Problem statement: Repeat the data that follows, word for word, without the images.

(Saved entries)

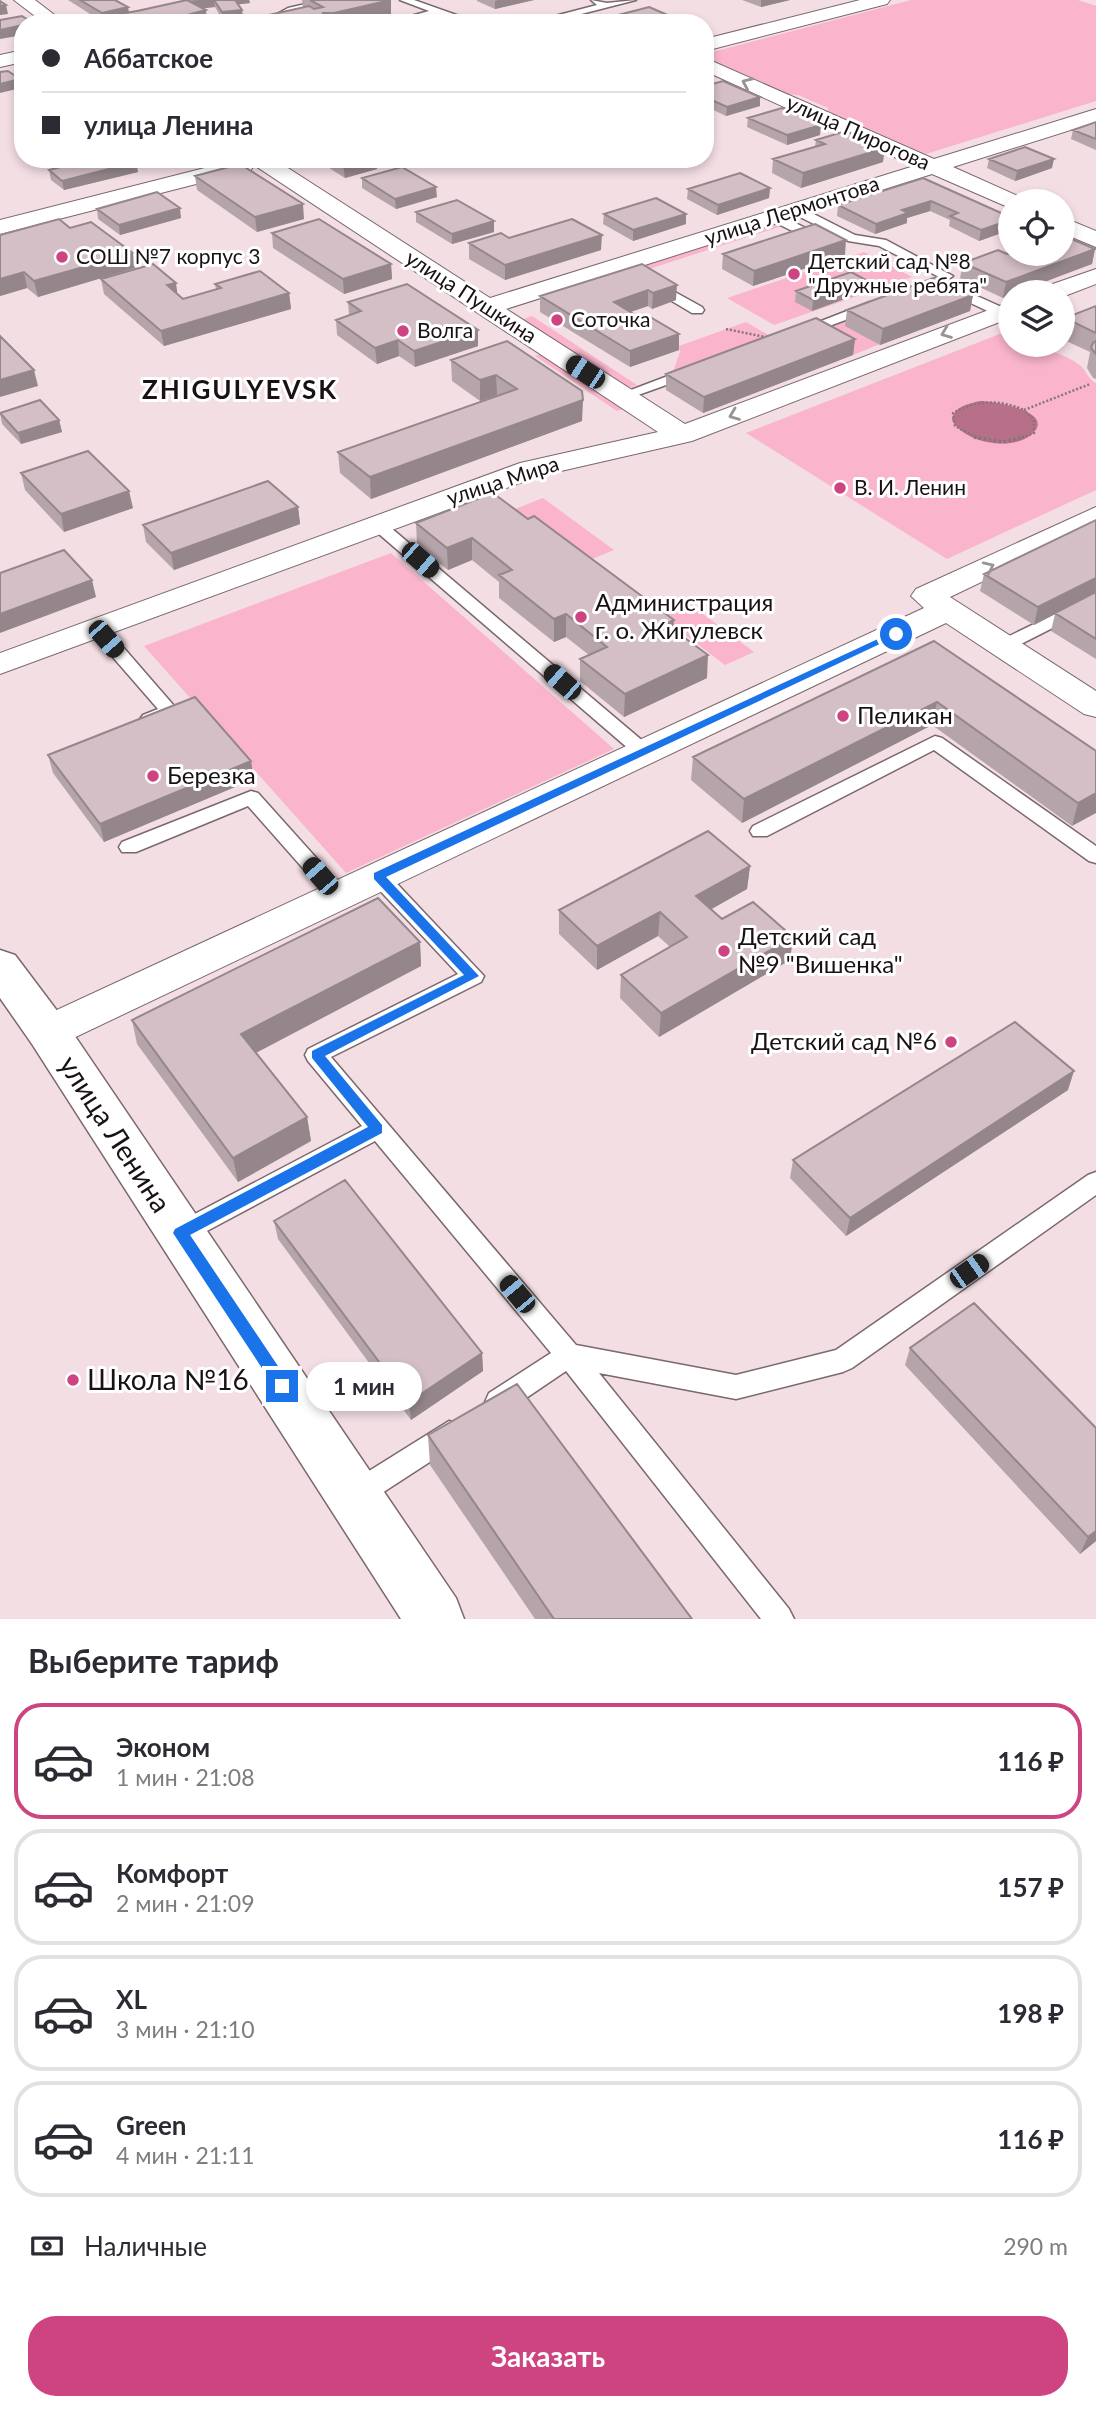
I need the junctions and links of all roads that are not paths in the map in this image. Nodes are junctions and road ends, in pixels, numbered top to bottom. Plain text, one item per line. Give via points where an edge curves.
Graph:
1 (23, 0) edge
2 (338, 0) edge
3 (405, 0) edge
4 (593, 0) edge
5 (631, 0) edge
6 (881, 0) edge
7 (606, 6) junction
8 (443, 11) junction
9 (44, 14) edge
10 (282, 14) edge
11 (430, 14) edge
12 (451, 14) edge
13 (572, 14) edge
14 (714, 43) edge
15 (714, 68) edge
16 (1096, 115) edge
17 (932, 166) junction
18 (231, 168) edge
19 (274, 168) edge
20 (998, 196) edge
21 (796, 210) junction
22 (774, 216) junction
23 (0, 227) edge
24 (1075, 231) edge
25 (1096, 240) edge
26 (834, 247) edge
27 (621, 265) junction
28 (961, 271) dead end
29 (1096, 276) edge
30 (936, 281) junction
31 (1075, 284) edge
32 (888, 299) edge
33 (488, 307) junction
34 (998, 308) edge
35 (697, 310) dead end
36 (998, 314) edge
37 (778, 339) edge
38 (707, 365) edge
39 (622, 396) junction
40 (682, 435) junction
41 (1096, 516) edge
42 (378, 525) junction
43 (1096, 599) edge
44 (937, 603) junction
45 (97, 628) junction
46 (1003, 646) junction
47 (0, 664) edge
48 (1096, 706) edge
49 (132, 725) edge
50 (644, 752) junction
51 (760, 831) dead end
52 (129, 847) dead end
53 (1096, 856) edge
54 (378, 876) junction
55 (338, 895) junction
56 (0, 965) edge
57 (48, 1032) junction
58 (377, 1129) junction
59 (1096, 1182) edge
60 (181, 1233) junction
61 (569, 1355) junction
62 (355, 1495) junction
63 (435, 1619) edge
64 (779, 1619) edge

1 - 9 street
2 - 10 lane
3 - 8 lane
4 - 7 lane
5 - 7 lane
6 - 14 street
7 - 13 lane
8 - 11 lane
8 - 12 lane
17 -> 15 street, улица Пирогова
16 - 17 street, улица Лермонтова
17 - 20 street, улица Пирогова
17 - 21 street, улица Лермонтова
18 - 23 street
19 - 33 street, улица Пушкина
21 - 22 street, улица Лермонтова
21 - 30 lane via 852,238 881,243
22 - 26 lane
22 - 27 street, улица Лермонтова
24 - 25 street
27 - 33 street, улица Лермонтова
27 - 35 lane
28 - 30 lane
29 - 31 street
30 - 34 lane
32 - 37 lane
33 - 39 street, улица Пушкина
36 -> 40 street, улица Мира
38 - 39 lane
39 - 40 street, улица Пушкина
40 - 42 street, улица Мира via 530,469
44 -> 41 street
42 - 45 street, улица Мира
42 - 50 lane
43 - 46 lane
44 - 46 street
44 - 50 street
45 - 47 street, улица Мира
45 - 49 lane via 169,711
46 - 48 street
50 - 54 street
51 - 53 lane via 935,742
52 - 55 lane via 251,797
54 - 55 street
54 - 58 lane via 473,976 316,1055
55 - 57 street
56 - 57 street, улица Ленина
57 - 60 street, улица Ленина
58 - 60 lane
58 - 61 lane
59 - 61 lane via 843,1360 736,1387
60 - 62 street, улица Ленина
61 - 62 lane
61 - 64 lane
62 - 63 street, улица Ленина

Output:
I need the junctions and links of all roads that are not paths in the map in this image. Nodes are junctions and road ends, in pixels, numbered top to bottom. Plain text, one item per line. Give via points where an edge curves.
Graph:
1 (23, 0) edge
2 (338, 0) edge
3 (405, 0) edge
4 (593, 0) edge
5 (631, 0) edge
6 (881, 0) edge
7 (606, 6) junction
8 (443, 11) junction
9 (44, 14) edge
10 (282, 14) edge
11 (430, 14) edge
12 (451, 14) edge
13 (572, 14) edge
14 (714, 43) edge
15 (714, 68) edge
16 (1096, 115) edge
17 (932, 166) junction
18 (231, 168) edge
19 (274, 168) edge
20 (998, 196) edge
21 (796, 210) junction
22 (774, 216) junction
23 (0, 227) edge
24 (1075, 231) edge
25 (1096, 240) edge
26 (834, 247) edge
27 (621, 265) junction
28 (961, 271) dead end
29 (1096, 276) edge
30 (936, 281) junction
31 (1075, 284) edge
32 (888, 299) edge
33 (488, 307) junction
34 (998, 308) edge
35 (697, 310) dead end
36 (998, 314) edge
37 (778, 339) edge
38 (707, 365) edge
39 (622, 396) junction
40 (682, 435) junction
41 (1096, 516) edge
42 (378, 525) junction
43 (1096, 599) edge
44 (937, 603) junction
45 (97, 628) junction
46 (1003, 646) junction
47 (0, 664) edge
48 (1096, 706) edge
49 (132, 725) edge
50 (644, 752) junction
51 (760, 831) dead end
52 (129, 847) dead end
53 (1096, 856) edge
54 (378, 876) junction
55 (338, 895) junction
56 (0, 965) edge
57 (48, 1032) junction
58 (377, 1129) junction
59 (1096, 1182) edge
60 (181, 1233) junction
61 (569, 1355) junction
62 (355, 1495) junction
63 (435, 1619) edge
64 (779, 1619) edge

1 - 9 street
2 - 10 lane
3 - 8 lane
4 - 7 lane
5 - 7 lane
6 - 14 street
7 - 13 lane
8 - 11 lane
8 - 12 lane
17 -> 15 street, улица Пирогова
16 - 17 street, улица Лермонтова
17 - 20 street, улица Пирогова
17 - 21 street, улица Лермонтова
18 - 23 street
19 - 33 street, улица Пушкина
21 - 22 street, улица Лермонтова
21 - 30 lane via 852,238 881,243
22 - 26 lane
22 - 27 street, улица Лермонтова
24 - 25 street
27 - 33 street, улица Лермонтова
27 - 35 lane
28 - 30 lane
29 - 31 street
30 - 34 lane
32 - 37 lane
33 - 39 street, улица Пушкина
36 -> 40 street, улица Мира
38 - 39 lane
39 - 40 street, улица Пушкина
40 - 42 street, улица Мира via 530,469
44 -> 41 street
42 - 45 street, улица Мира
42 - 50 lane
43 - 46 lane
44 - 46 street
44 - 50 street
45 - 47 street, улица Мира
45 - 49 lane via 169,711
46 - 48 street
50 - 54 street
51 - 53 lane via 935,742
52 - 55 lane via 251,797
54 - 55 street
54 - 58 lane via 473,976 316,1055
55 - 57 street
56 - 57 street, улица Ленина
57 - 60 street, улица Ленина
58 - 60 lane
58 - 61 lane
59 - 61 lane via 843,1360 736,1387
60 - 62 street, улица Ленина
61 - 62 lane
61 - 64 lane
62 - 63 street, улица Ленина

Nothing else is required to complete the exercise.